The former employee prosecuting a suit against AT&T Mobility Services LLC has pointed the court to an Equal Employment Opportunity Commission (EEOC) determination that AT&T violated the Pregnancy Discrimination Act (PDA) based on its adherence to the same attendance policy at issue in her suit. The notice of supplemental authority comes while the plaintiff’s partial motion for summary judgment is fully briefed and pending.
The Indiana lawsuit alleges that AT&T fired the plaintiff, a retail store employee, unfairly after she accrued too many demerit points under the company’s attendance policy. The woman moved for summary judgment last November on the issue of whether AT&T’s attendance policy violates the PDA.
AT&T opposed, contending that the policy is neither facially discriminatory nor actually discriminatory. The company said that questions of fact persist about whether the plaintiff submitted the requisite documentation pertaining to her absences and whether it treated non-pregnant employees differently, among other issues.

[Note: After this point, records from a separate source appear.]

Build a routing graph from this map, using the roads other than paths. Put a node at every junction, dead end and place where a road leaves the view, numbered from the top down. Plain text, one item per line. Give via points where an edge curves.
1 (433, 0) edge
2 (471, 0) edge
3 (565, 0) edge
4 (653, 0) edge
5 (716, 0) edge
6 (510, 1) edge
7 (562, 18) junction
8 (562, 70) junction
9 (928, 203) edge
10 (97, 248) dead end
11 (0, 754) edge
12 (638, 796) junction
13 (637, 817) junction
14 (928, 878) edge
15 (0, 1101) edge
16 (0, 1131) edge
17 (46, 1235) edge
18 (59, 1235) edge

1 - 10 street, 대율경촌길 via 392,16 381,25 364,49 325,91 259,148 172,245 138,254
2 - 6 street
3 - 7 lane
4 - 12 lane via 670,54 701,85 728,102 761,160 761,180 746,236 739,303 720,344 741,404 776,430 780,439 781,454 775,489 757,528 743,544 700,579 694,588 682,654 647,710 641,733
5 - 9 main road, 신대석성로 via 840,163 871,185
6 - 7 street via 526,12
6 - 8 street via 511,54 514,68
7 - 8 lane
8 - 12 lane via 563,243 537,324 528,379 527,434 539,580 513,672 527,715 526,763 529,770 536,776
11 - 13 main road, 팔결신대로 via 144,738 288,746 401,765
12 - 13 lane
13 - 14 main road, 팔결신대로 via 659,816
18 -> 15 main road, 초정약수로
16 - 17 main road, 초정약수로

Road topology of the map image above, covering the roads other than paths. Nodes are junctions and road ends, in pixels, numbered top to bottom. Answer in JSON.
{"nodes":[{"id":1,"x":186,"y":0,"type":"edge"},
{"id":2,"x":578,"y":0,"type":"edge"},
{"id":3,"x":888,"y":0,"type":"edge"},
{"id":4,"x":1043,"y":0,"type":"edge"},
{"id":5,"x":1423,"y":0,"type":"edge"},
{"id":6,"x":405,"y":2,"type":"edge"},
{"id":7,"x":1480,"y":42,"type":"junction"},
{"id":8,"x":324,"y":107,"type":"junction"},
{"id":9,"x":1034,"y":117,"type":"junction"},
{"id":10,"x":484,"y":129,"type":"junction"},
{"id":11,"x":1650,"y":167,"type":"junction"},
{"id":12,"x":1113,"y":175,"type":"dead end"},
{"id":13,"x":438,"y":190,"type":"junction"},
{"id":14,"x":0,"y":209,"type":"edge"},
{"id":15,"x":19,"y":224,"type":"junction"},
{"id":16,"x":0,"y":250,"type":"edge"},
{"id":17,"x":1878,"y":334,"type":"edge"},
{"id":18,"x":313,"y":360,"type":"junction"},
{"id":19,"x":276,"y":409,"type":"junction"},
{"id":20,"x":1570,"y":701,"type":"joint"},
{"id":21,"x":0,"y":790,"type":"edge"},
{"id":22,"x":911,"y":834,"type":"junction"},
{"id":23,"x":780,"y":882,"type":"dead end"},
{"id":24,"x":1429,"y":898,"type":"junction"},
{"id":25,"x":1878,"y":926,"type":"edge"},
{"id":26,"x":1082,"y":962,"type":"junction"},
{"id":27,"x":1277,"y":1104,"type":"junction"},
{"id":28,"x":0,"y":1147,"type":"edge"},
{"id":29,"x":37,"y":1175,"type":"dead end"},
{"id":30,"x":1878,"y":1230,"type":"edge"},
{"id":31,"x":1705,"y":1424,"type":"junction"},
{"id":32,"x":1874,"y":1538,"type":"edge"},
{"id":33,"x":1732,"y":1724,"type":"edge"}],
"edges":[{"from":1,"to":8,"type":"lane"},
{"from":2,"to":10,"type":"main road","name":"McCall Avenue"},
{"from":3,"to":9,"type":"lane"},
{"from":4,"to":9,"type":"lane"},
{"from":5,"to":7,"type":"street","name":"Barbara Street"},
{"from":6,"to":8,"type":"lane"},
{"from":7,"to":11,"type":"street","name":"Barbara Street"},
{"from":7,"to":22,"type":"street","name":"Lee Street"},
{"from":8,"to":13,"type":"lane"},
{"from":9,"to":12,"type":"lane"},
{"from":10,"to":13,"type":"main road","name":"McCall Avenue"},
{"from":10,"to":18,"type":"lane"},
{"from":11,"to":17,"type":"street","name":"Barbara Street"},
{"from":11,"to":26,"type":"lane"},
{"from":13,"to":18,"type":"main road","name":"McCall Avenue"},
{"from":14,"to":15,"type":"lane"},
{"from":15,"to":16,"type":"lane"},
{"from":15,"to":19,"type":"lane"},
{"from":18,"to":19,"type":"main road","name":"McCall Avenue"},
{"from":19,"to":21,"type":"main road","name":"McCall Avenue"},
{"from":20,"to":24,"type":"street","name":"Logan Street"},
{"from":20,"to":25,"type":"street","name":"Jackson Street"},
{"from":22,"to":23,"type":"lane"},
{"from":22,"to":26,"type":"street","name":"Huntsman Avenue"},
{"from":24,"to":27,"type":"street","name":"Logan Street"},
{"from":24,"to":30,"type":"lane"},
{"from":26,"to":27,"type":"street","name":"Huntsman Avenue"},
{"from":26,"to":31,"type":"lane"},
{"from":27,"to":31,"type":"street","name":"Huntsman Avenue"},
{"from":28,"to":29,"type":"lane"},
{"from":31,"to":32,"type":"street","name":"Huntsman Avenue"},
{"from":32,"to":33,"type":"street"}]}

Now, the plaintiff points to an April 15 EEOC determination that followed an agency investigation finding that “AT&T’s policy, by its terms and in its application, ‘discriminates against female employees on the basis of pregnancy, pregnancy-related conditions, childbirth, and against employees with disabilities,’ and further, that ‘there is reasonable cause to conclude that a nationwide class of female employees with pregnancy-related conditions were subjected to discrimination [by AT&T]’ in violation of the PDA.”
The plaintiff argues that the facts in the EEOC discrimination charge and the plaintiff’s case are “virtually identical in all relevant respects.” She further implores the court to adopt the EEOC’s ruling in its summary judgment adjudication, citing case law that says federal courts may rely on the EEOC’s expertise in discrimination cases.
The plaintiff is represented by the American Civil Liberties Union and Cohen & Malad LLP and AT&T by Paul Hastings LLP.